AnaR-Martins commented 4 years ago

I was able to install the last commit and it worked! Thank you very much for your help and kindness!

albertofranzin commented 4 years ago

Perfect, thanks to you. As soon as I have the chance I'll send the new version to CRAN.

I'm closing this issue, feel free to reopen it or to open a new one if you encounter other problems.

AnaR-Martins commented 4 years ago

Hi, I was trying to apply the em algorithm to another engine and dataset however I got the following error:

> output_Origin1500 <- em(engine_Origin1500, dataset_Origin1500_TT)
bnstruct :: starting EM algorithm ...
... bnstruct :: learning network parameters ... 
... bnstruct :: parameter learning done.
Error in quantiles[[ovr]] : subscript out of bounds

Do you have any idea of what it means? I was able to create both the inference engine and the dataset without any problems.

Thank you

albertofranzin commented 4 years ago

Hello,

how do you create the InferenceEngine? Can you please paste here all the commands, and a description of the variables (e.g. the header file)?
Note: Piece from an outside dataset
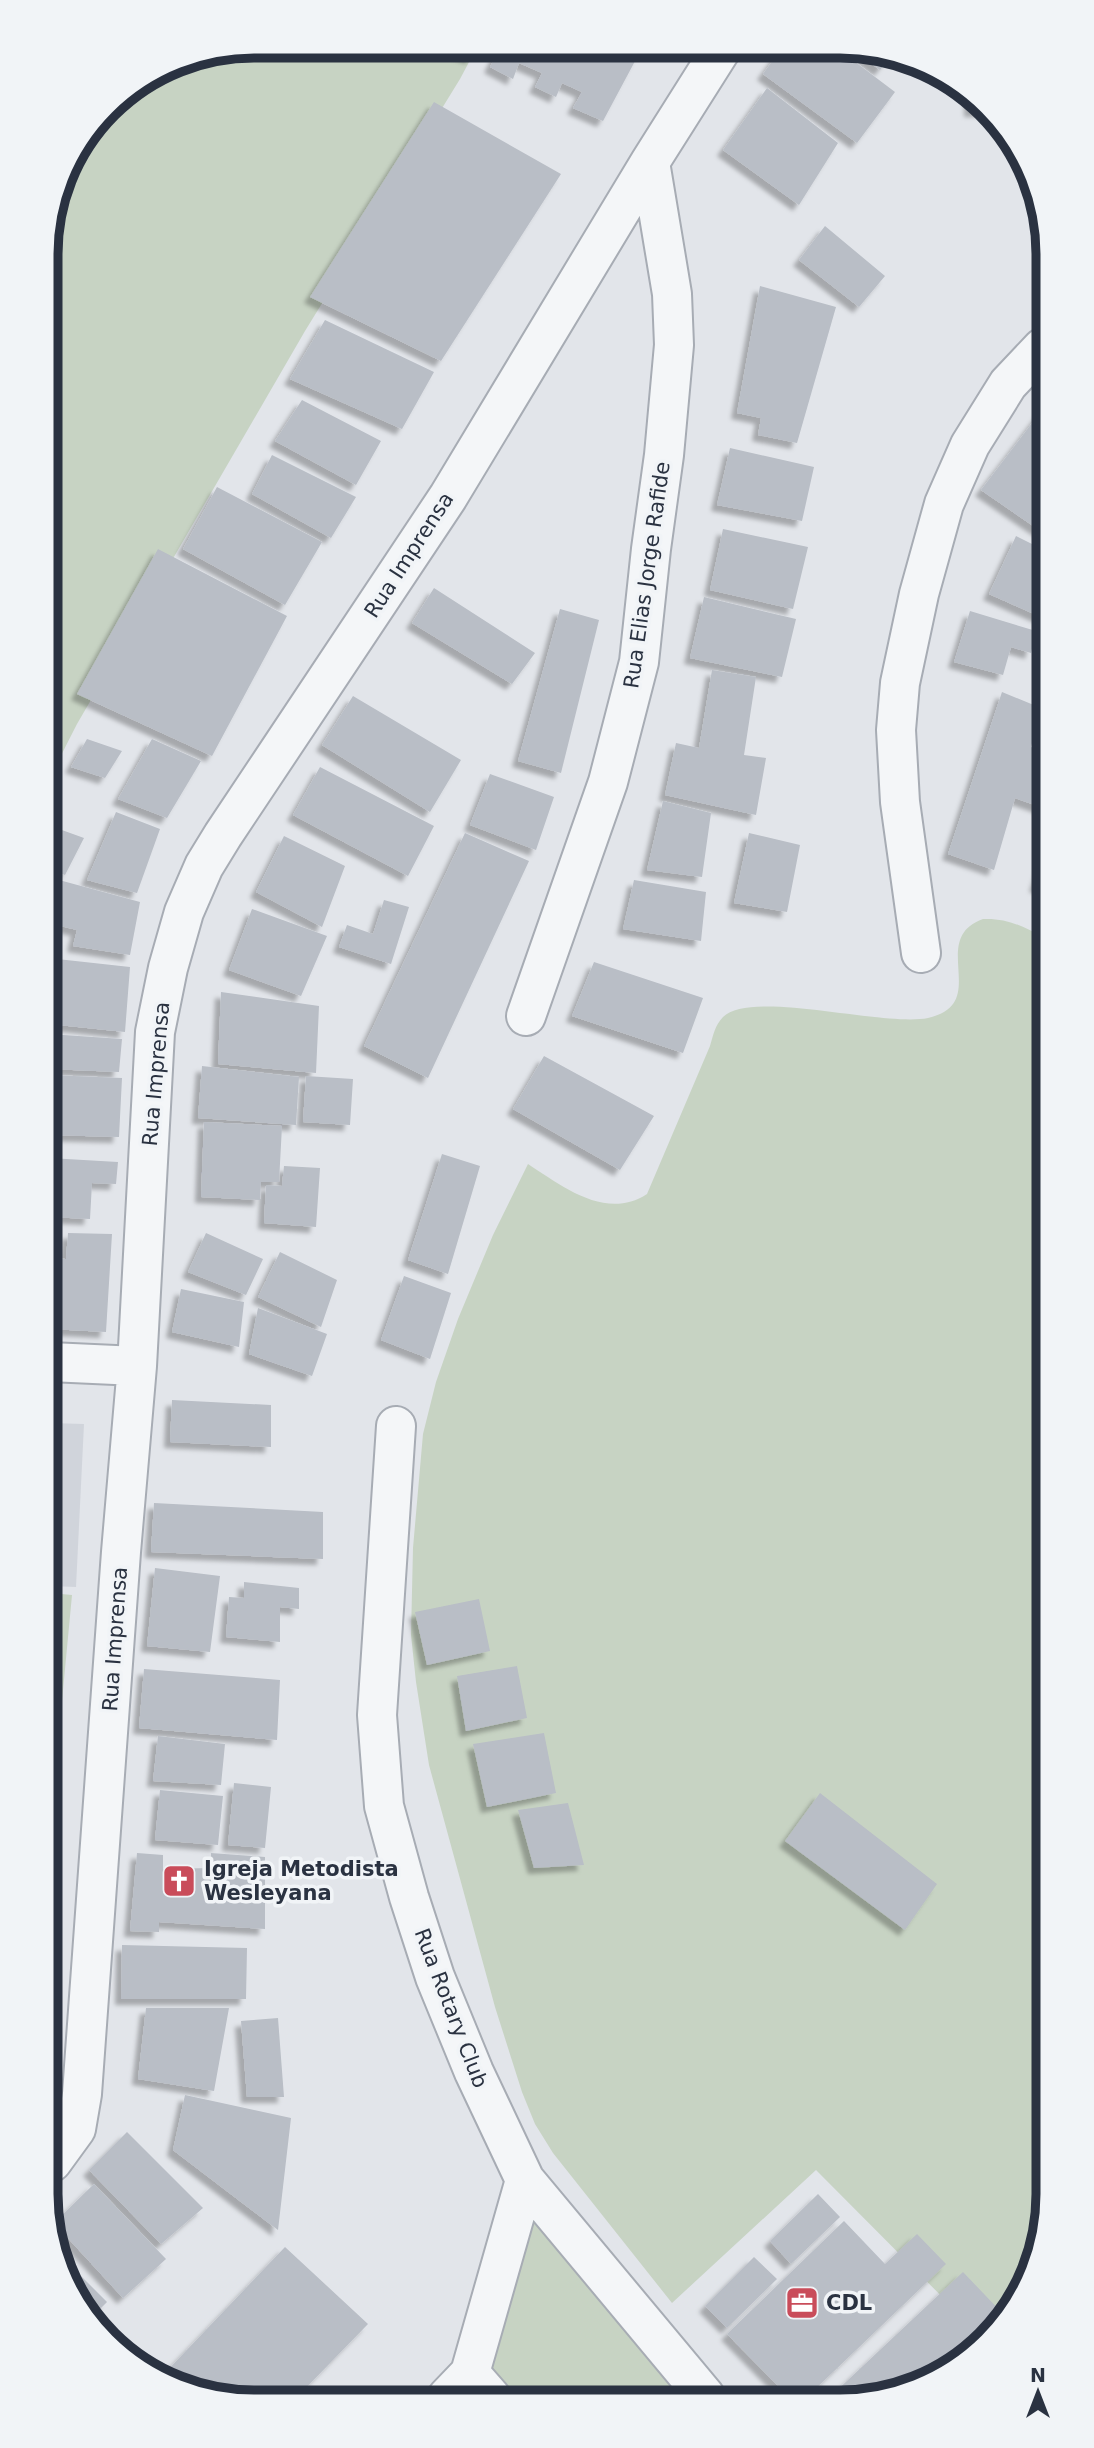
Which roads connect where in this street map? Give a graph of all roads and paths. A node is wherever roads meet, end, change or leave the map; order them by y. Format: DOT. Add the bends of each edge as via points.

AnaR-Martins commented 4 years ago

The commands I followed were:

Split into training data and test data

> index_Origin1500 <- createDataPartition(y=Origin_1500$V12, p=0.75, list=FALSE)
> training_strat_Origin1500<- Origin_1500[index_Origin1500,]
> testing_strat_Origin1500<- Origin_1500[-index_Origin1500,]

Create dbn

> dataset_Origin1500_TT <- BNDataset(data=training_strat_Origin1500,discreteness = rep('d',12),variables = c("X0__0" , "X1__0" , "X2__0" , "X3__0" , "X4__0" , "X5__0", "X0__1" , "X1__1" , "X2__1" , "X3__1" , "X4__1", "X5__1"), node.sizes = rep(2,12), num.time.steps=2,starts.from=0)
> dbn_Origin1500_TT_BDeu <- learn.dynamic.network(dataset_Origin1500_TT, num.time.steps=2,scoring.func="BDeu")

Predict future time steps

> engine_Origin1500 <- InferenceEngine(dbn_Origin1500_TT_BDeu)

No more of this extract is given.